Profiling Blood Cancer Drivers through Large-Scale Genomics

Abstract

There are 140,000 new cases of blood cancers each year in the US and even more worldwide. Understanding the molecular and genomic origins of blood cancers can refine diagnosis, predict survival, and identify appropriate treatment. Large-scale projects profiling cancer genomes prioritized common cancer types, while other blood cancer genomics studies have been completed in an ad-hoc fashion. In this thesis, I will describe advances made to systemic large-scale molecular profiling of blood cancers. To identify cancer drivers in both protein-coding and noncoding regions of the genome, I designed two novel capture panels. In my second chapter, I describe bioinformatics approaches I developed to identify accidental sample switches, refine alignment methods, and prioritize genes as potential cancer drivers.Translocations are a major class of blood cancer drivers, which occur when two chromosomes break and repair incorrectly by fusing to each other.

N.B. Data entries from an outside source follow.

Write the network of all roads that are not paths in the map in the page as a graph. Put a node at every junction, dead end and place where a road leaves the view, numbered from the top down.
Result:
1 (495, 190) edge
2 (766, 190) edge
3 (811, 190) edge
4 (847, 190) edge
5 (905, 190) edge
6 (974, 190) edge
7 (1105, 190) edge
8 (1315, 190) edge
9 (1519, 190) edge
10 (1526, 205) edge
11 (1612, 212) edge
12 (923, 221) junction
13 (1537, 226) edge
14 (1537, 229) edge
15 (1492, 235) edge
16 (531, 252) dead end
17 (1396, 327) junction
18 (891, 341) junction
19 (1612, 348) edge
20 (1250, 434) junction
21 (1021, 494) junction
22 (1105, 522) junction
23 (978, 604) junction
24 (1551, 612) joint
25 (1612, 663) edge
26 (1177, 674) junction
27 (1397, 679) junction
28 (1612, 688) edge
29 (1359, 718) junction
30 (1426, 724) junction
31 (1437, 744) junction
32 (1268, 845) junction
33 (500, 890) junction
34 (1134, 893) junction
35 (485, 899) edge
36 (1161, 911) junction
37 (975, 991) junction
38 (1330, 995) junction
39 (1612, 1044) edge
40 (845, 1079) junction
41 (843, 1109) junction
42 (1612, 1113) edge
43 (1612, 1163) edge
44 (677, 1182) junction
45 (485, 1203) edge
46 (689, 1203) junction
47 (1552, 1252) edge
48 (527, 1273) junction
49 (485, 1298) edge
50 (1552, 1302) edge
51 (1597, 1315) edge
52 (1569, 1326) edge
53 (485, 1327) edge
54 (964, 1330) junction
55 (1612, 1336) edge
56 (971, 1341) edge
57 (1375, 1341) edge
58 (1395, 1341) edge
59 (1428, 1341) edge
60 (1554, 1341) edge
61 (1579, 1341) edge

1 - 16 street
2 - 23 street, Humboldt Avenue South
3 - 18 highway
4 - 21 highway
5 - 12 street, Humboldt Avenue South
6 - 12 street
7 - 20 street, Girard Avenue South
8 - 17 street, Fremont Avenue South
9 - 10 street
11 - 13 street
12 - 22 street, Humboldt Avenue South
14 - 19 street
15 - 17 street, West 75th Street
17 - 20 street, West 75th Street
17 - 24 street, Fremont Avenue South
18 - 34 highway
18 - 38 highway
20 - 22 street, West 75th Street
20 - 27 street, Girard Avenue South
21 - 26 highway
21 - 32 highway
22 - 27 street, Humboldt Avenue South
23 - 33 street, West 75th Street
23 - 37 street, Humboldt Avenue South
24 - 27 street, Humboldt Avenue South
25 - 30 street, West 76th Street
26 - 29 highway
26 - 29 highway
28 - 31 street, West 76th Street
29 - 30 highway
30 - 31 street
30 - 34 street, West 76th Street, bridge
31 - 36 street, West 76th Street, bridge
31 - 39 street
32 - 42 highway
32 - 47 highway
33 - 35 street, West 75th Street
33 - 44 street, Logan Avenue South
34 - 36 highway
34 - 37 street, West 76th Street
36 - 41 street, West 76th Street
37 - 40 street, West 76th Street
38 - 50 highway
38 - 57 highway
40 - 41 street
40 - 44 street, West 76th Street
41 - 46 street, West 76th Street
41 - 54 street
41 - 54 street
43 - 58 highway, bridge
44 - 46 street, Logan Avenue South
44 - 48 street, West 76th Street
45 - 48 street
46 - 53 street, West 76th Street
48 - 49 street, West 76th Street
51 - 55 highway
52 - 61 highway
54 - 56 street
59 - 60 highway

Previous studies using sequencing data to identify blood cancer-related translocations had only moderate sensitivity for several of the translocations compared to the clinical test. In my third chapter, I describe the development of a new translocation caller that is more sensitive to translocations in hypermutated regions that may have poor alignment to the reference genome, which is common in B-cell lymphomas.Many patients with relapsed/refractory large B-cell lymphoma (R/R LBCL) have had success with chimeric antigen receptor T-cell (CAR-T) products approved by the FDA in 2017. However, a significant proportion of patients fail to respond to this highly expensive therapy and suffer from severe side effects while destined for poor survival. In my fourth chapter, I apply the genomic methods described earlier to identify predictors of resistance to CAR-T cell therapy in R/R LBCL. We found that complete response and survival were associated with clinical and molecular factors in the pre-treatment tumor.